→ What needs to be done
For each line below, return an exact copy.

→ Material provided
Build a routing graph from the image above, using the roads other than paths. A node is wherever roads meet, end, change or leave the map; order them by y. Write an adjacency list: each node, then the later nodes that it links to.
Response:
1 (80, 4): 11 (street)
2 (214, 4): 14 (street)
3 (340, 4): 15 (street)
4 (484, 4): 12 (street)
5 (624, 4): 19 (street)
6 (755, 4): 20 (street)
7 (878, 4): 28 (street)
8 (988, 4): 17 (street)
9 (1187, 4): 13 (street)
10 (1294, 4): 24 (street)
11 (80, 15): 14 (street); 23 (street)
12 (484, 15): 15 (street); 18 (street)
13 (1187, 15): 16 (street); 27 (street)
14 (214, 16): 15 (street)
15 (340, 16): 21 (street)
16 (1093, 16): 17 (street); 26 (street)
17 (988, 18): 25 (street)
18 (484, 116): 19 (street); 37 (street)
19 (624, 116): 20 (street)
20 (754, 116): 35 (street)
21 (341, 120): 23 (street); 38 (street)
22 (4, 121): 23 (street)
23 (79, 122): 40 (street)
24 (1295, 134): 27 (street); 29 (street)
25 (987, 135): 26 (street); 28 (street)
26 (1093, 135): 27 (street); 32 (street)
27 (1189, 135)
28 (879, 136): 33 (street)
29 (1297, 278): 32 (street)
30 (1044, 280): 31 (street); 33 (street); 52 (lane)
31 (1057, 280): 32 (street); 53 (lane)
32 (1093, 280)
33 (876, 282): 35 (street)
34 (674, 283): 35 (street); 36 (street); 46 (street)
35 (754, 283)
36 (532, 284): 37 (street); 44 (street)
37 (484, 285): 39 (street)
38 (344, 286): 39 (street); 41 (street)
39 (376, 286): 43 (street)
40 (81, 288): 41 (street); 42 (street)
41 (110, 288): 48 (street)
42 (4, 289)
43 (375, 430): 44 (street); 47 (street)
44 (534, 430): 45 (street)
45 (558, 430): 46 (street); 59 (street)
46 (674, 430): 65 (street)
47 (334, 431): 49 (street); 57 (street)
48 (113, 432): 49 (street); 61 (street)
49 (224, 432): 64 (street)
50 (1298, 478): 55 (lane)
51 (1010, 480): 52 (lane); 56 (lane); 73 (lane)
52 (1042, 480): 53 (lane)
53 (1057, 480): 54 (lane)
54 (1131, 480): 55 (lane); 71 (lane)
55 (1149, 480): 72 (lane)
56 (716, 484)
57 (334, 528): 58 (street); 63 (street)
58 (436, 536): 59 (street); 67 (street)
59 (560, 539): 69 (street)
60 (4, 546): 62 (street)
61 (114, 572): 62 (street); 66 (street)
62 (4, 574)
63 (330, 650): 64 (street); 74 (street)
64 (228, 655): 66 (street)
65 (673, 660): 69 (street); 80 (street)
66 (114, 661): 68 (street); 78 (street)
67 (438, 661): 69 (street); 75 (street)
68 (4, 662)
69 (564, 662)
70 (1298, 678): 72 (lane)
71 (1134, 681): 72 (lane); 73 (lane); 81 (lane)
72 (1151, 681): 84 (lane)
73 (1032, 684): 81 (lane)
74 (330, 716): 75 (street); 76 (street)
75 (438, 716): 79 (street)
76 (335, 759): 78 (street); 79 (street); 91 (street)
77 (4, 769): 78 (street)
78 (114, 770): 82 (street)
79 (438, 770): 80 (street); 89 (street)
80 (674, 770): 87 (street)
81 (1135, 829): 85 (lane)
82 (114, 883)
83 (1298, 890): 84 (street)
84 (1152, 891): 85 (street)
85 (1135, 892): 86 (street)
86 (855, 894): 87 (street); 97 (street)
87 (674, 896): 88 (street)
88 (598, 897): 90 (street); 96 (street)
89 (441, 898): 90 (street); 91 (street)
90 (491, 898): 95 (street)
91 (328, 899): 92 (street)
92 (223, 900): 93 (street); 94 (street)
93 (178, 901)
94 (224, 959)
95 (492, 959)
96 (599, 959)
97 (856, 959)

→ Answer to this task
Build a routing graph from the image above, using the roads other than paths. A node is wherever roads meet, end, change or leave the map; order them by y. Write an adjacency list: each node, then the later nodes that it links to.
Response:
1 (80, 4): 11 (street)
2 (214, 4): 14 (street)
3 (340, 4): 15 (street)
4 (484, 4): 12 (street)
5 (624, 4): 19 (street)
6 (755, 4): 20 (street)
7 (878, 4): 28 (street)
8 (988, 4): 17 (street)
9 (1187, 4): 13 (street)
10 (1294, 4): 24 (street)
11 (80, 15): 14 (street); 23 (street)
12 (484, 15): 15 (street); 18 (street)
13 (1187, 15): 16 (street); 27 (street)
14 (214, 16): 15 (street)
15 (340, 16): 21 (street)
16 (1093, 16): 17 (street); 26 (street)
17 (988, 18): 25 (street)
18 (484, 116): 19 (street); 37 (street)
19 (624, 116): 20 (street)
20 (754, 116): 35 (street)
21 (341, 120): 23 (street); 38 (street)
22 (4, 121): 23 (street)
23 (79, 122): 40 (street)
24 (1295, 134): 27 (street); 29 (street)
25 (987, 135): 26 (street); 28 (street)
26 (1093, 135): 27 (street); 32 (street)
27 (1189, 135)
28 (879, 136): 33 (street)
29 (1297, 278): 32 (street)
30 (1044, 280): 31 (street); 33 (street); 52 (lane)
31 (1057, 280): 32 (street); 53 (lane)
32 (1093, 280)
33 (876, 282): 35 (street)
34 (674, 283): 35 (street); 36 (street); 46 (street)
35 (754, 283)
36 (532, 284): 37 (street); 44 (street)
37 (484, 285): 39 (street)
38 (344, 286): 39 (street); 41 (street)
39 (376, 286): 43 (street)
40 (81, 288): 41 (street); 42 (street)
41 (110, 288): 48 (street)
42 (4, 289)
43 (375, 430): 44 (street); 47 (street)
44 (534, 430): 45 (street)
45 (558, 430): 46 (street); 59 (street)
46 (674, 430): 65 (street)
47 (334, 431): 49 (street); 57 (street)
48 (113, 432): 49 (street); 61 (street)
49 (224, 432): 64 (street)
50 (1298, 478): 55 (lane)
51 (1010, 480): 52 (lane); 56 (lane); 73 (lane)
52 (1042, 480): 53 (lane)
53 (1057, 480): 54 (lane)
54 (1131, 480): 55 (lane); 71 (lane)
55 (1149, 480): 72 (lane)
56 (716, 484)
57 (334, 528): 58 (street); 63 (street)
58 (436, 536): 59 (street); 67 (street)
59 (560, 539): 69 (street)
60 (4, 546): 62 (street)
61 (114, 572): 62 (street); 66 (street)
62 (4, 574)
63 (330, 650): 64 (street); 74 (street)
64 (228, 655): 66 (street)
65 (673, 660): 69 (street); 80 (street)
66 (114, 661): 68 (street); 78 (street)
67 (438, 661): 69 (street); 75 (street)
68 (4, 662)
69 (564, 662)
70 (1298, 678): 72 (lane)
71 (1134, 681): 72 (lane); 73 (lane); 81 (lane)
72 (1151, 681): 84 (lane)
73 (1032, 684): 81 (lane)
74 (330, 716): 75 (street); 76 (street)
75 (438, 716): 79 (street)
76 (335, 759): 78 (street); 79 (street); 91 (street)
77 (4, 769): 78 (street)
78 (114, 770): 82 (street)
79 (438, 770): 80 (street); 89 (street)
80 (674, 770): 87 (street)
81 (1135, 829): 85 (lane)
82 (114, 883)
83 (1298, 890): 84 (street)
84 (1152, 891): 85 (street)
85 (1135, 892): 86 (street)
86 (855, 894): 87 (street); 97 (street)
87 (674, 896): 88 (street)
88 (598, 897): 90 (street); 96 (street)
89 (441, 898): 90 (street); 91 (street)
90 (491, 898): 95 (street)
91 (328, 899): 92 (street)
92 (223, 900): 93 (street); 94 (street)
93 (178, 901)
94 (224, 959)
95 (492, 959)
96 (599, 959)
97 (856, 959)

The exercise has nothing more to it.